TASK TO COMPLETE.
Which lines below include "Acoxpa"? Copy them all.

[Data records]
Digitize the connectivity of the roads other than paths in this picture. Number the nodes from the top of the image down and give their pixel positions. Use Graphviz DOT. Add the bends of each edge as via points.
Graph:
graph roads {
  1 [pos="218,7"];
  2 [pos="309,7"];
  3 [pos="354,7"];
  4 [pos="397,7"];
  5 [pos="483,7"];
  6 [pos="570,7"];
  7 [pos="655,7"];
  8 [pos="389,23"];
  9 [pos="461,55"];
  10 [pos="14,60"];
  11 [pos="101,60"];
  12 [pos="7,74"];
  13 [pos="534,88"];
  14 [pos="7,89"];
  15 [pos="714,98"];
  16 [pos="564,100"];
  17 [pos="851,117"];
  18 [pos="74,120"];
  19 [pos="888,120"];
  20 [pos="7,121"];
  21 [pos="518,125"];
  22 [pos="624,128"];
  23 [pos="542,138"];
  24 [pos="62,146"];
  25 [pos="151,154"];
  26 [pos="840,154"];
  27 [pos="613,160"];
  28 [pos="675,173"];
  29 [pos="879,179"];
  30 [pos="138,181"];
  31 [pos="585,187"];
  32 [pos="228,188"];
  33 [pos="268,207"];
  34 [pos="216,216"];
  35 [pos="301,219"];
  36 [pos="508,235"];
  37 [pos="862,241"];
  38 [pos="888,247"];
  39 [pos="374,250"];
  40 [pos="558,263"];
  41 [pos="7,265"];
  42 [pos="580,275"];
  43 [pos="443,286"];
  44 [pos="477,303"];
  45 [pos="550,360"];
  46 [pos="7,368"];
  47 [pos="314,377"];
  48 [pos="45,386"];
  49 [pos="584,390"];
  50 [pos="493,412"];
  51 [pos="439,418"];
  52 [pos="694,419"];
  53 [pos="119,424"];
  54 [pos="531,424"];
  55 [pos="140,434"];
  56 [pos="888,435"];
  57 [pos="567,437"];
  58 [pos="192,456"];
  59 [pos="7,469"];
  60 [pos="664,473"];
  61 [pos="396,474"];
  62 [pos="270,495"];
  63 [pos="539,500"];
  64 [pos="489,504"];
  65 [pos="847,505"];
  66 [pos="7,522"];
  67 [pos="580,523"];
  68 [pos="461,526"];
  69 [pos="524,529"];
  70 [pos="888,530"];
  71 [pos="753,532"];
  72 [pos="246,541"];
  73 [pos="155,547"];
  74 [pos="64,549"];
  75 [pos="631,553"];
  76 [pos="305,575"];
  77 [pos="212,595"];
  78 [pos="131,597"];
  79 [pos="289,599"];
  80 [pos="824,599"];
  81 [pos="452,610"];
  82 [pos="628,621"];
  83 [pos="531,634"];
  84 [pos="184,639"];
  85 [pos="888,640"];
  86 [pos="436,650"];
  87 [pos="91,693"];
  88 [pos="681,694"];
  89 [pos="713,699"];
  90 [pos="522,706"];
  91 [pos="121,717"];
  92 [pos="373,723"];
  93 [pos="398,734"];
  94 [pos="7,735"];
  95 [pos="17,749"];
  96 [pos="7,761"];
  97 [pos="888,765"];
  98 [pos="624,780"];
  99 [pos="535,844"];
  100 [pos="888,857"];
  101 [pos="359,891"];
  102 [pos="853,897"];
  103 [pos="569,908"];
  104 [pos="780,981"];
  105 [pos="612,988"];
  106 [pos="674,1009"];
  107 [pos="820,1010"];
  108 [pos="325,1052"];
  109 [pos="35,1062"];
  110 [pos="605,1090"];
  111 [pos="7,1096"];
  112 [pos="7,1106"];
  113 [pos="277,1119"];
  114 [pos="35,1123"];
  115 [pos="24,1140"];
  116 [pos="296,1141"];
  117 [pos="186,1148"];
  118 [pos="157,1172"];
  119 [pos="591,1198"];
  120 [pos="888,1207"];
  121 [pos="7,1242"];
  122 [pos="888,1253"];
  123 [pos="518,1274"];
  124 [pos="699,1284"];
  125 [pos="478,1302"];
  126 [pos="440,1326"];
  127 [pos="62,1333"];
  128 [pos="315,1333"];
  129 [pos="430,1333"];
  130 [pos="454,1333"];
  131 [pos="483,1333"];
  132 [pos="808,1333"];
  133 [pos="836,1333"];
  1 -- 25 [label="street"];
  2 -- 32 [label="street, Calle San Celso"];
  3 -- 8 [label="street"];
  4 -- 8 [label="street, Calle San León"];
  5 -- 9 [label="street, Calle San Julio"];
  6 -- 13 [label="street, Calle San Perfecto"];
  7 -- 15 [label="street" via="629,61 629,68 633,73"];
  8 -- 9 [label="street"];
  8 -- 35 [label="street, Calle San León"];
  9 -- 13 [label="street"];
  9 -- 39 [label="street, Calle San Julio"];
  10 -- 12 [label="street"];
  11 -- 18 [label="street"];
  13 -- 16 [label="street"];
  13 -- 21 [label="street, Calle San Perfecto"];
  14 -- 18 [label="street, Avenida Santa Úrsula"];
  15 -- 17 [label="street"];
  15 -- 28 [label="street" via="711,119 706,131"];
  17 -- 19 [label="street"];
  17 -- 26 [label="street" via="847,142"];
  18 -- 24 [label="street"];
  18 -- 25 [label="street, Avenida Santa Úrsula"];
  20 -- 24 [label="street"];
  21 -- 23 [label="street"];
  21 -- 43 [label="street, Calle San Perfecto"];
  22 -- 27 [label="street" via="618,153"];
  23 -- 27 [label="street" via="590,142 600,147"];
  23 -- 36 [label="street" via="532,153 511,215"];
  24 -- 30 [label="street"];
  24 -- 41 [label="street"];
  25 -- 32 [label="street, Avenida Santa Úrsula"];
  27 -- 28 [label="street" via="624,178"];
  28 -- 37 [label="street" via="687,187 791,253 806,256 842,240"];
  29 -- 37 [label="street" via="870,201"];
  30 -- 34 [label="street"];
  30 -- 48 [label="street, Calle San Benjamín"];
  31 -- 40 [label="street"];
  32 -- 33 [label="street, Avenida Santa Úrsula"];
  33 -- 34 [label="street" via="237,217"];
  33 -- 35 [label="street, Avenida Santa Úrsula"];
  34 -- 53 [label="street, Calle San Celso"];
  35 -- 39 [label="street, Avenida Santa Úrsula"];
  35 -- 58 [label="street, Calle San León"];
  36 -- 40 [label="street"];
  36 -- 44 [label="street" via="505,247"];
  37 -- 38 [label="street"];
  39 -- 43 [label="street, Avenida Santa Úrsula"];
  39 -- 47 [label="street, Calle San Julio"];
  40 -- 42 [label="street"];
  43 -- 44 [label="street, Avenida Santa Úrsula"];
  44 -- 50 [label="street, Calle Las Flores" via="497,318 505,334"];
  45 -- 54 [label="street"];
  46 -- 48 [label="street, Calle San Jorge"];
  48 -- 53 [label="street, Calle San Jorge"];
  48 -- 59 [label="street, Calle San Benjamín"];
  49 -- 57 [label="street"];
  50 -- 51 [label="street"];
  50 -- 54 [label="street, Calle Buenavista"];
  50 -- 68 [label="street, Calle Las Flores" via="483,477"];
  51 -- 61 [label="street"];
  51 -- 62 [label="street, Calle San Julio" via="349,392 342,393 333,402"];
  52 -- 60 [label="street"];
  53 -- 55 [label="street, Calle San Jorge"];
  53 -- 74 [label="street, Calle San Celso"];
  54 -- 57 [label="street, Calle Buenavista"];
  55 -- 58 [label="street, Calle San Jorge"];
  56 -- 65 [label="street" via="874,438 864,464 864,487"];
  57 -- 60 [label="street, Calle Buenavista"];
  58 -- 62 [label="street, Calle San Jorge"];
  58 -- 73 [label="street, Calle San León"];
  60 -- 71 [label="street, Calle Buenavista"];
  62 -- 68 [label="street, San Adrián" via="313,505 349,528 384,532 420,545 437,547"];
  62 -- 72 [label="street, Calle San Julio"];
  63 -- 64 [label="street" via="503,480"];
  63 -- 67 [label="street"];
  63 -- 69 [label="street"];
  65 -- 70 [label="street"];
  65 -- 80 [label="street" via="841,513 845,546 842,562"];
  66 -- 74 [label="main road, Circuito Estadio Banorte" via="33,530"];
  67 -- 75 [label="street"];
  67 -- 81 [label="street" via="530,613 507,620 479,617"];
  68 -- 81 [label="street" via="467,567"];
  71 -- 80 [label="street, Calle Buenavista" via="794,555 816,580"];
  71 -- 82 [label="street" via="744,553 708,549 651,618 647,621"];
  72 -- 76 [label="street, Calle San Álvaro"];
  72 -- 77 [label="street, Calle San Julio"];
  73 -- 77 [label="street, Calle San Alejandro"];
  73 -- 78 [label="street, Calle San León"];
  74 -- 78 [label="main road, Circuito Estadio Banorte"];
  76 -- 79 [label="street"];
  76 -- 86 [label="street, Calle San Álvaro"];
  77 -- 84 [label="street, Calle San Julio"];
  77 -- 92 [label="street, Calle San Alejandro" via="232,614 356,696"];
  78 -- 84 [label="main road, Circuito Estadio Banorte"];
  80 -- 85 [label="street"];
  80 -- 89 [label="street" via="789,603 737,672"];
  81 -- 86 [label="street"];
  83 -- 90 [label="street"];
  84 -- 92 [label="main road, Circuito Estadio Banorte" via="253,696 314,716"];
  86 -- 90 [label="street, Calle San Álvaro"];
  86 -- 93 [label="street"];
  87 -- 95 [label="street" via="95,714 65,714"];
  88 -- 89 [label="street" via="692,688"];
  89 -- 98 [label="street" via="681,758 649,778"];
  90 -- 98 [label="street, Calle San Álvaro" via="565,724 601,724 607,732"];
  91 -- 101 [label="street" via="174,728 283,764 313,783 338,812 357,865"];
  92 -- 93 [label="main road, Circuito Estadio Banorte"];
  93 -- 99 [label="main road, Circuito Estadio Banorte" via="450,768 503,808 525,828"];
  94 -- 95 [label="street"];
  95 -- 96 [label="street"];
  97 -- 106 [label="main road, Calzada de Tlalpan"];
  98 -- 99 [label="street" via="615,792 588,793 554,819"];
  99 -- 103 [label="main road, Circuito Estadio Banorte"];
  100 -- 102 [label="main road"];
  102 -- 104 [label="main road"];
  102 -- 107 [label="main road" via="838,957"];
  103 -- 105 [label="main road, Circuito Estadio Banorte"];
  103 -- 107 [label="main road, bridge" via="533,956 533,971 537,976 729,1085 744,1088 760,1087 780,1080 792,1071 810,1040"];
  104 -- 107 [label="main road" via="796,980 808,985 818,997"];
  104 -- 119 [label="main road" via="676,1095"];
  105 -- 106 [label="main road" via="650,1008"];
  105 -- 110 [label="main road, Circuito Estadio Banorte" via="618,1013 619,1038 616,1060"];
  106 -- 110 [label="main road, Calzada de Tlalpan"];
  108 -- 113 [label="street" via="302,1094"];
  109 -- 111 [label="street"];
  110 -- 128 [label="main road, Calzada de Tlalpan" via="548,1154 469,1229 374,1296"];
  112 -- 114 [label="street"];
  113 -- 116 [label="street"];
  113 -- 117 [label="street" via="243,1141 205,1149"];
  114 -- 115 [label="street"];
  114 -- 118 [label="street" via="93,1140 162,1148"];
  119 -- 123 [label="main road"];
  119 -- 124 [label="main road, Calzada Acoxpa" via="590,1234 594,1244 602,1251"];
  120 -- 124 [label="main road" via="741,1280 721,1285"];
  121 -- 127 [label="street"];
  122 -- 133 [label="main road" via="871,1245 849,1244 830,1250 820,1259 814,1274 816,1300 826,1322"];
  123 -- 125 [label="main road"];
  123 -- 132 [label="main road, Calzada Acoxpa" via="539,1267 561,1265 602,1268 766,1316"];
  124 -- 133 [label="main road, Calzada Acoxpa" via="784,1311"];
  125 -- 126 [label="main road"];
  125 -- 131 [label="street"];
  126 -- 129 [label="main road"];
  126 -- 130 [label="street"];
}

EXERCISE OUTPUT.
  119 -- 124 [label="main road, Calzada Acoxpa" via="590,1234 594,1244 602,1251"];
  123 -- 132 [label="main road, Calzada Acoxpa" via="539,1267 561,1265 602,1268 766,1316"];
  124 -- 133 [label="main road, Calzada Acoxpa" via="784,1311"];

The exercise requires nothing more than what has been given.